··· Information provided ···

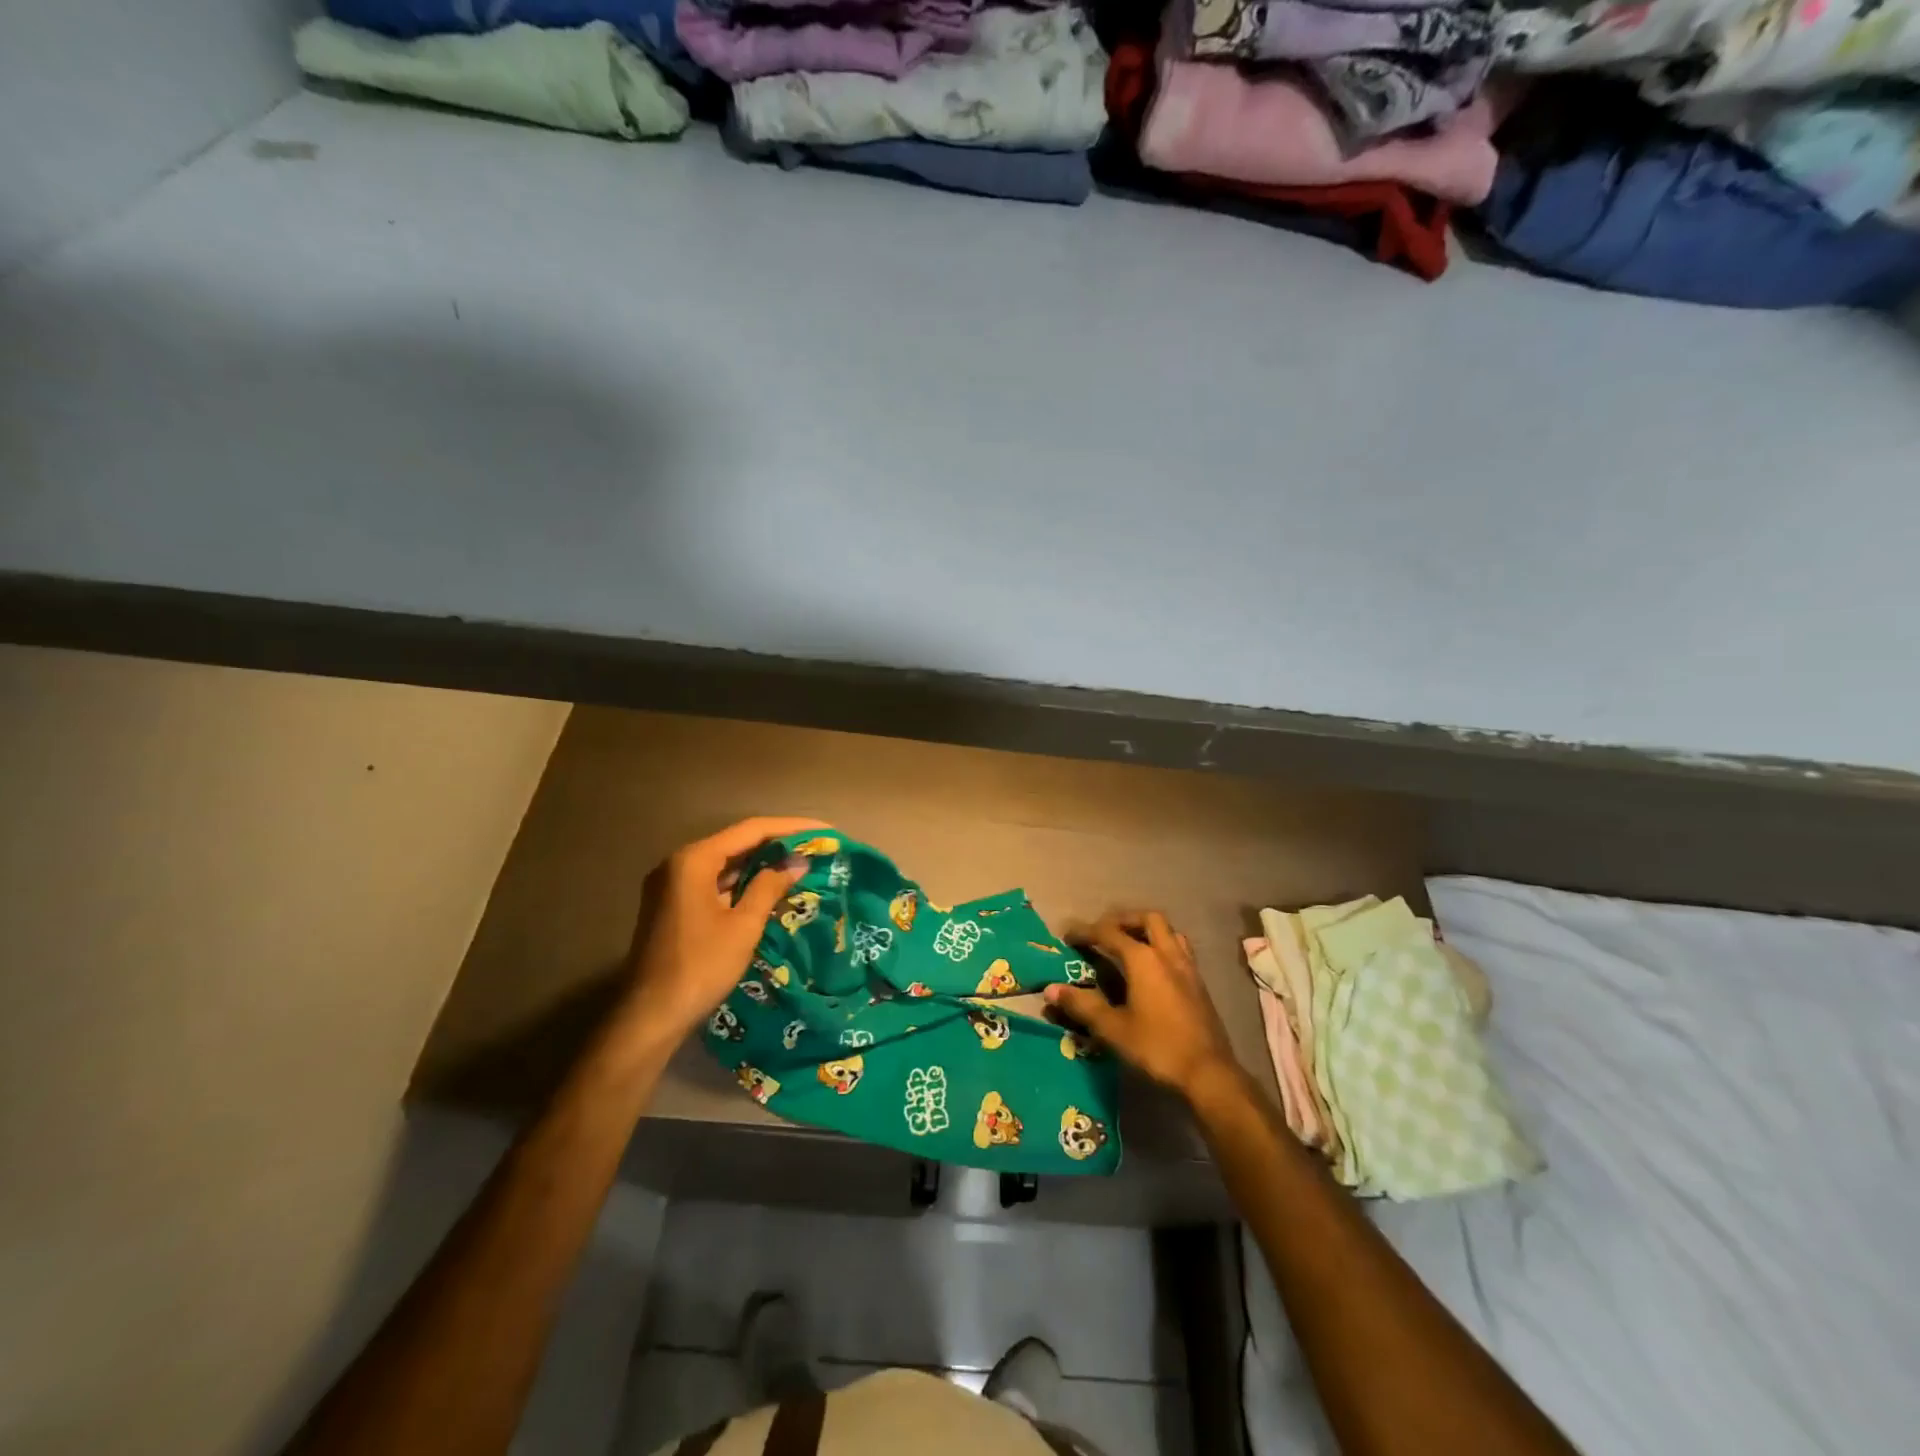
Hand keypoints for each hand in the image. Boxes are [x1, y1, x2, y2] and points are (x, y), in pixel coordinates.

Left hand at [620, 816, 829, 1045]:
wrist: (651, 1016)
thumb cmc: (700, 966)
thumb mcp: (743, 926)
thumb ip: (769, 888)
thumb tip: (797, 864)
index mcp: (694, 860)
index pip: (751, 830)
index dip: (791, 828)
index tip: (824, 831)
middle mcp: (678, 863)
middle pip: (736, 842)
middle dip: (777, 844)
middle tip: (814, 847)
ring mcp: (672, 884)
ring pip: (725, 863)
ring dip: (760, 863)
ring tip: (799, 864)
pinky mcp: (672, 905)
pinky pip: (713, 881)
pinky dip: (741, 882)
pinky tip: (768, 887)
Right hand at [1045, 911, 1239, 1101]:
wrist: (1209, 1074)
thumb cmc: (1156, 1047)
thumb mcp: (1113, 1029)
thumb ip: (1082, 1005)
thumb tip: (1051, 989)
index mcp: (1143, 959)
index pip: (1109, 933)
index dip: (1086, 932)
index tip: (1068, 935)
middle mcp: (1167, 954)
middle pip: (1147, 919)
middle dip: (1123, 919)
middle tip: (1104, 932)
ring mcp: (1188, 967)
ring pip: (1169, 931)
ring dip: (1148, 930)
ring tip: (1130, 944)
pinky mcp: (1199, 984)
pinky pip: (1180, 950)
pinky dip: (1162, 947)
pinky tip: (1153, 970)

···

Exercise.
The answer must be every line from the records above that contains "index".

Your response.
index mcp: (694, 860)
index pip: (751, 830)
index dip: (791, 828)
index tip: (824, 831)
index mcp: (1143, 959)
index pip: (1109, 933)
index dip: (1086, 932)
index tip: (1068, 935)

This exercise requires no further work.